◆ Given data:

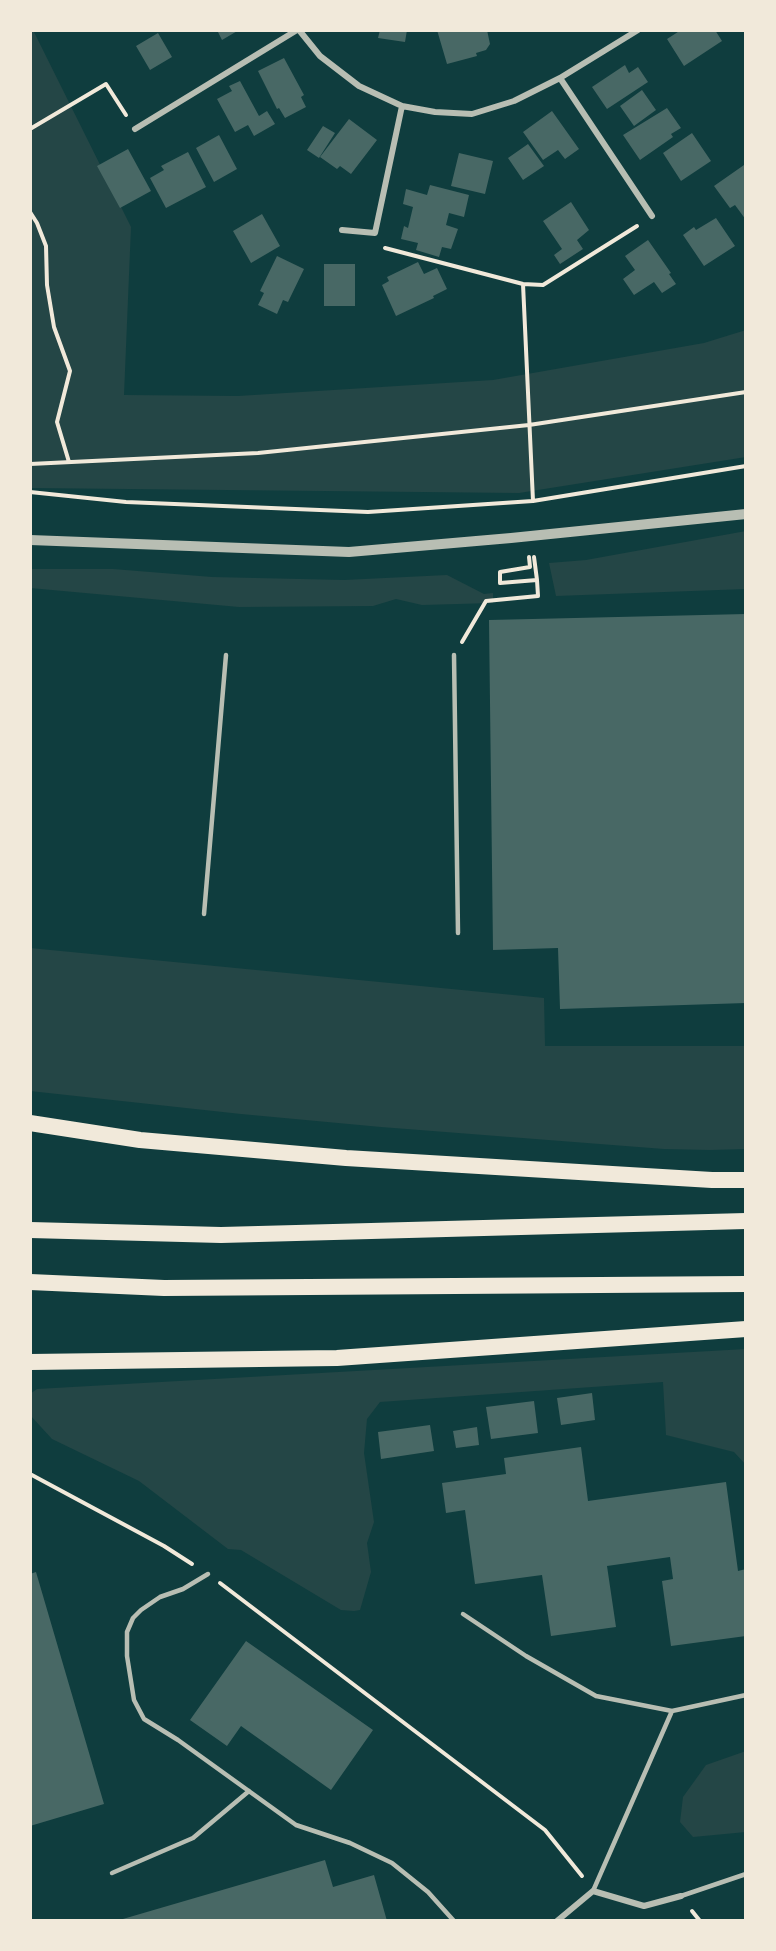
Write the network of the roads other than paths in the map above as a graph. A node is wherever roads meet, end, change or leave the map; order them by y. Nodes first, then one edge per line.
1 (298, 30) edge
2 (638, 30) edge
3 (560, 78) junction
4 (402, 106) junction
5 (135, 129) road end
6 (652, 216) road end
7 (342, 230) dead end
8 (746, 514) edge
9 (30, 540) edge
10 (226, 654) dead end
11 (454, 655) road end
12 (204, 914) dead end
13 (459, 933) dead end
14 (30, 1123) edge
15 (746, 1180) edge
16 (746, 1221) edge
17 (30, 1230) edge
18 (30, 1282) edge
19 (746, 1284) edge
20 (746, 1329) edge
21 (30, 1362) edge
22 (208, 1574) road end
23 (463, 1614) dead end
24 (746, 1695) edge
25 (672, 1711) junction
26 (249, 1791) junction
27 (112, 1873) dead end
28 (746, 1874) edge
29 (593, 1891) junction
30 (681, 1896) joint
31 (454, 1921) edge
32 (557, 1921) edge

1 - 4 street
1 - 5 street
2 - 3 street
3 - 4 street
3 - 6 street
4 - 7 street
8 - 9 street
10 - 12 lane
11 - 13 lane
14 - 15 highway
16 - 17 highway
18 - 19 highway
20 - 21 highway
22 - 26 lane
23 - 25 lane
24 - 25 lane
25 - 29 lane
26 - 27 lane
26 - 31 lane
28 - 30 lane
29 - 30 street
29 - 32 street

◆ The problem: Identify each line of the material where the word "junction" shows up, and copy it.

◆ Final answer:
3 (560, 78) junction
4 (402, 106) junction
25 (672, 1711) junction
26 (249, 1791) junction
29 (593, 1891) junction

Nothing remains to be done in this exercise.